* _INPUT RECORDS_:
►
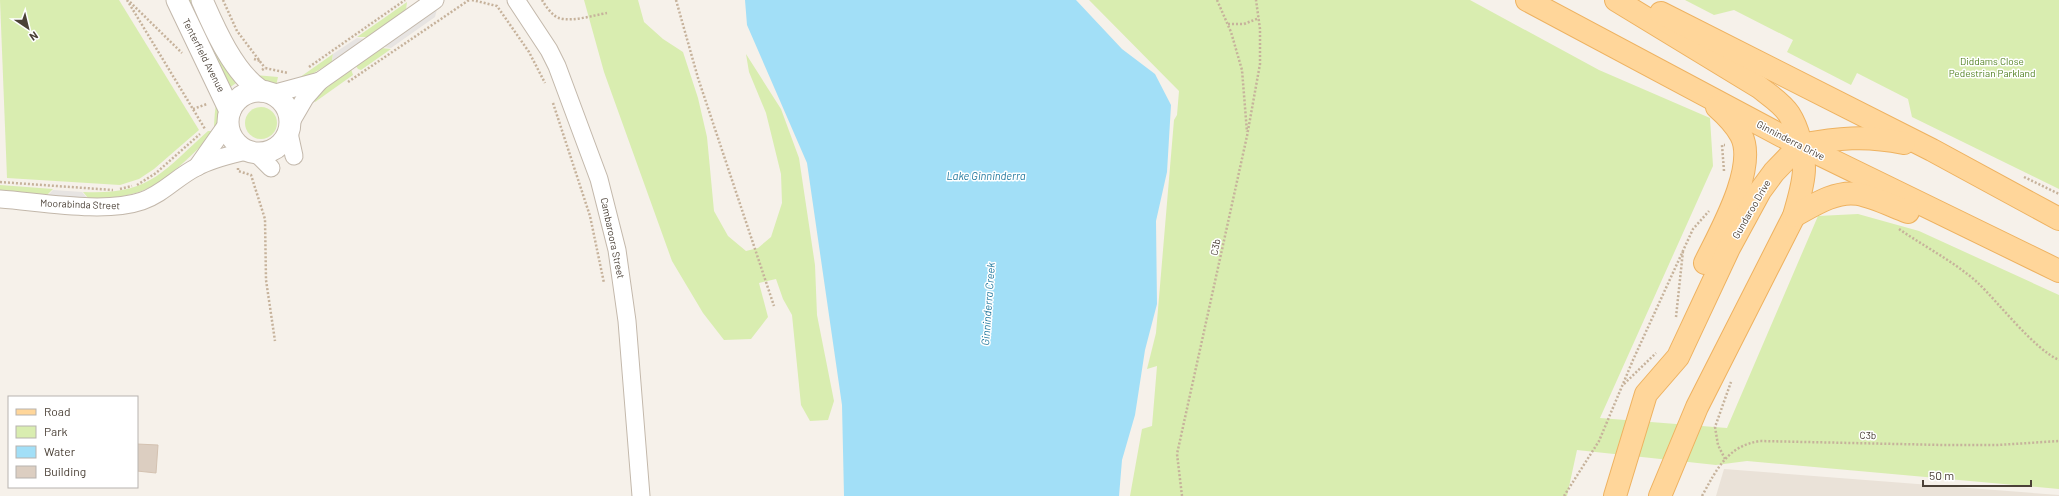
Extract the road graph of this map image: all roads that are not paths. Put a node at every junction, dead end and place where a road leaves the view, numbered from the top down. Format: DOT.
graph roads {
  1 [pos="177,0"];
  2 [pos="202,0"];
  3 [pos="435,0"];
  4 [pos="516,0"];
  5 [pos="1527,0"];
  6 [pos="1616,0"];
  7 [pos="1636,0"];
  8 [pos="320,81"];
  9 [pos="267,92"];
  10 [pos="1706,95"];
  11 [pos="229,117"];
  12 [pos="290,128"];
  13 [pos="1800,145"];
  14 [pos="1932,150"];
  15 [pos="244,153"];
  16 [pos="294,156"];
  17 [pos="197,167"];
  18 [pos="271,168"];
  19 [pos="0,199"];
  20 [pos="1794,216"];
  21 [pos="2059,219"];
  22 [pos="1967,228"];
  23 [pos="2059,271"];
  24 [pos="1646,394"];
  25 [pos="641,496"];
  26 [pos="1615,496"];
  27 [pos="1660,496"];
  1 -- 11 [label="street, Tenterfield Avenue"];
  2 -- 9 [label="street"];
  3 -- 8 [label="street"];
  4 -- 25 [label="street, Cambaroora Street"];
  5 -- 10 [label="main road, Ginninderra Drive"];
  6 -- 13 [label="main road"];
  7 -- 14 [label="main road"];
  8 -- 9 [label="street"];
  8 -- 12 [label="street"];
  9 -- 11 [label="street"];
  9 -- 12 [label="street"];
  10 -- 13 [label="main road, Ginninderra Drive"];
  10 -- 24 [label="main road"];
  11 -- 15 [label="street"];
  11 -- 17 [label="street"];
  12 -- 15 [label="street"];
  12 -- 16 [label="street"];
  13 -- 14 [label="main road"];
  13 -- 20 [label="main road"];
  13 -- 22 [label="main road, Ginninderra Drive"];
  13 -- 24 [label="main road, Gundaroo Drive"];
  14 -- 21 [label="main road"];
  15 -- 17 [label="street"];
  15 -- 18 [label="street"];
  17 -- 19 [label="street, Moorabinda Street"];
  20 -- 22 [label="main road"];
  20 -- 27 [label="main road"];
  22 -- 23 [label="main road, Ginninderra Drive"];
  24 -- 26 [label="main road, Gundaroo Drive"];
}
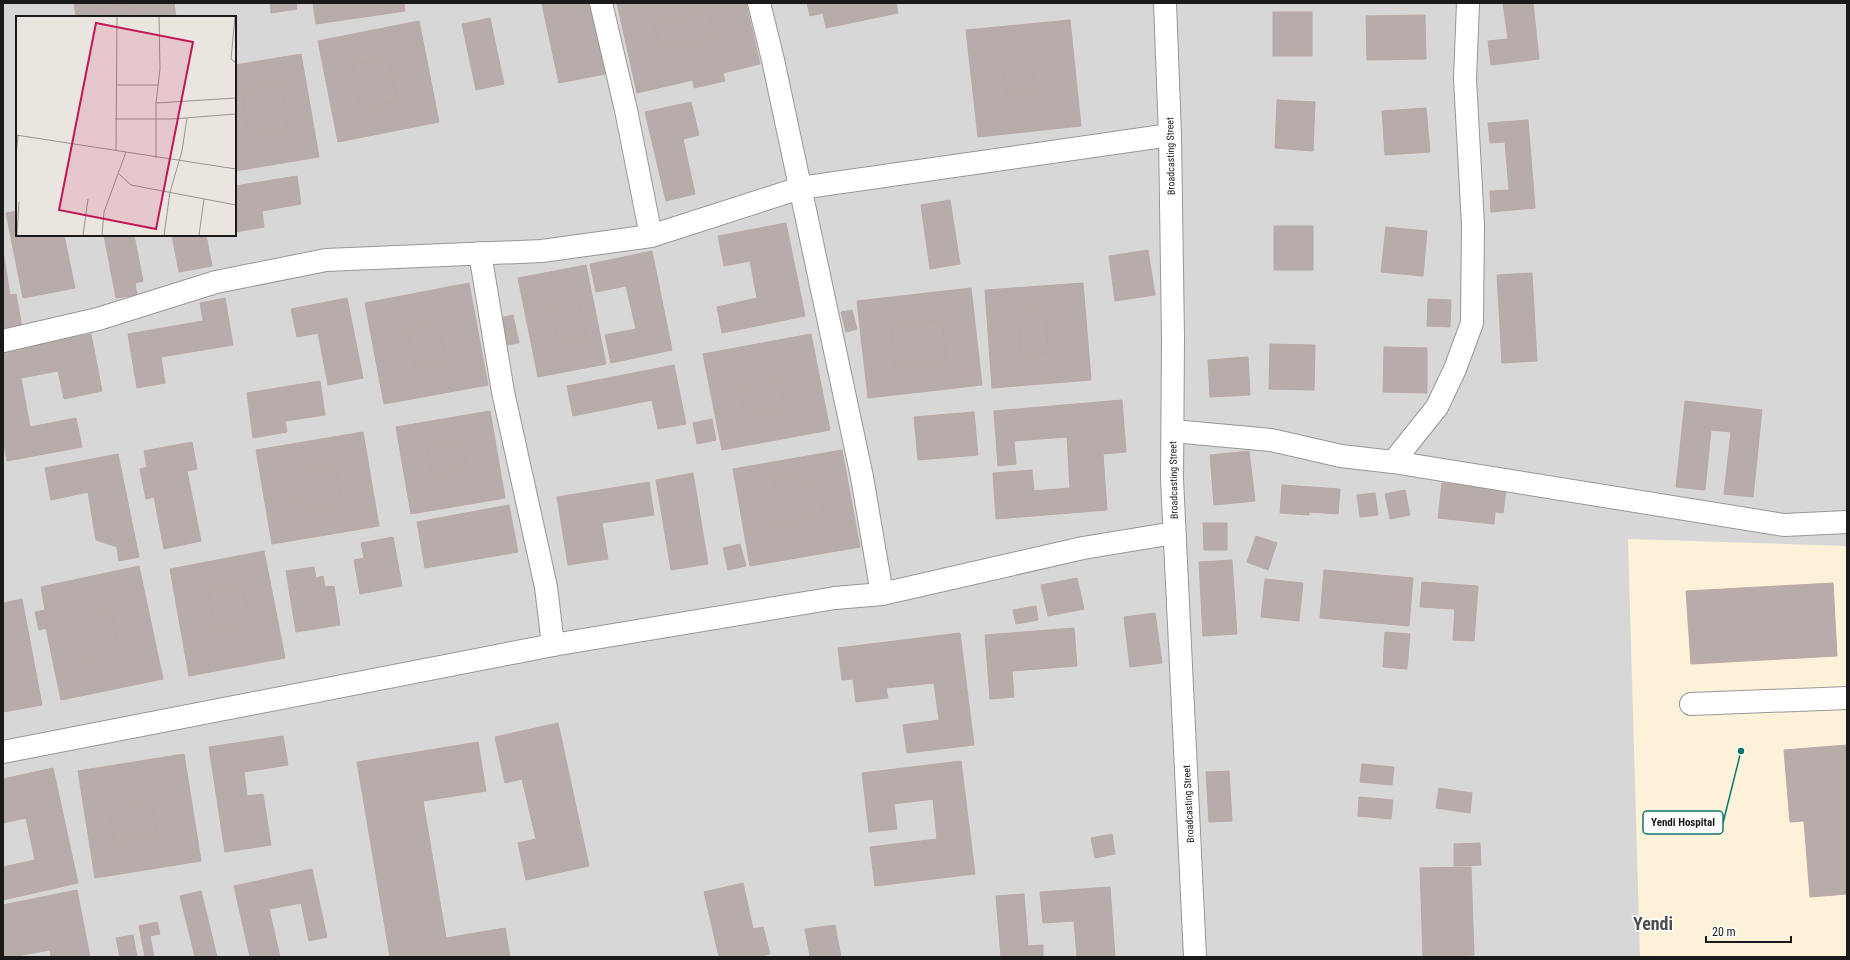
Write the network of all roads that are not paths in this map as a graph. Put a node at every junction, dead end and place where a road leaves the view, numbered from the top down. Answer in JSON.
{"nodes":[{"id":1,"x":601,"y":3,"type":"edge"},
{"id":2,"x":758,"y":3,"type":"edge"},
{"id":3,"x":1165,"y":3,"type":"edge"},
{"id":4,"x":1468,"y":3,"type":"edge"},
{"id":5,"x":1170,"y":135,"type":"junction"},
{"id":6,"x":800,"y":188,"type":"junction"},
{"id":7,"x":651,"y":236,"type":"junction"},
{"id":8,"x":480,"y":254,"type":"junction"},
{"id":9,"x":3,"y":341,"type":"edge"},
{"id":10,"x":1173,"y":431,"type":"junction"},
{"id":11,"x":1394,"y":462,"type":"junction"},
{"id":12,"x":1847,"y":522,"type":"edge"},
{"id":13,"x":1174,"y":533,"type":"junction"},
{"id":14,"x":882,"y":594,"type":"junction"},
{"id":15,"x":554,"y":645,"type":"junction"},
{"id":16,"x":1847,"y":698,"type":"edge"},
{"id":17,"x":1691,"y":704,"type":"dead end"},
{"id":18,"x":3,"y":752,"type":"edge"},
{"id":19,"x":1195,"y":957,"type":"edge"}],
"edges":[{"from":1,"to":7,"type":"street"},
{"from":2,"to":6,"type":"street"},
{"from":3,"to":5,"type":"street","name":"Broadcasting Street"},
{"from":4,"to":11,"type":"street"},
{"from":5,"to":6,"type":"street"},
{"from":5,"to":10,"type":"street","name":"Broadcasting Street"},
{"from":6,"to":7,"type":"street"},
{"from":6,"to":14,"type":"street"},
{"from":7,"to":8,"type":"street"},
{"from":8,"to":9,"type":"street"},
{"from":8,"to":15,"type":"street"},
{"from":10,"to":11,"type":"street"},
{"from":10,"to":13,"type":"street","name":"Broadcasting Street"},
{"from":11,"to":12,"type":"street"},
{"from":13,"to":14,"type":"street"},
{"from":13,"to":19,"type":"street","name":"Broadcasting Street"},
{"from":14,"to":15,"type":"street"},
{"from":15,"to":18,"type":"street"},
{"from":16,"to":17,"type":"street"}]}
◄
* _WHAT THIS TASK INVOLVES_: Look through the material and copy each line that has "numbered".

* _SOLUTION BELOW_:
Extract the road graph of this map image: all roads that are not paths. Put a node at every junction, dead end and place where a road leaves the view, numbered from the top down. Format: DOT.
Write the network of all roads that are not paths in this map as a graph. Put a node at every junction, dead end and place where a road leaves the view, numbered from the top down. Answer in JSON.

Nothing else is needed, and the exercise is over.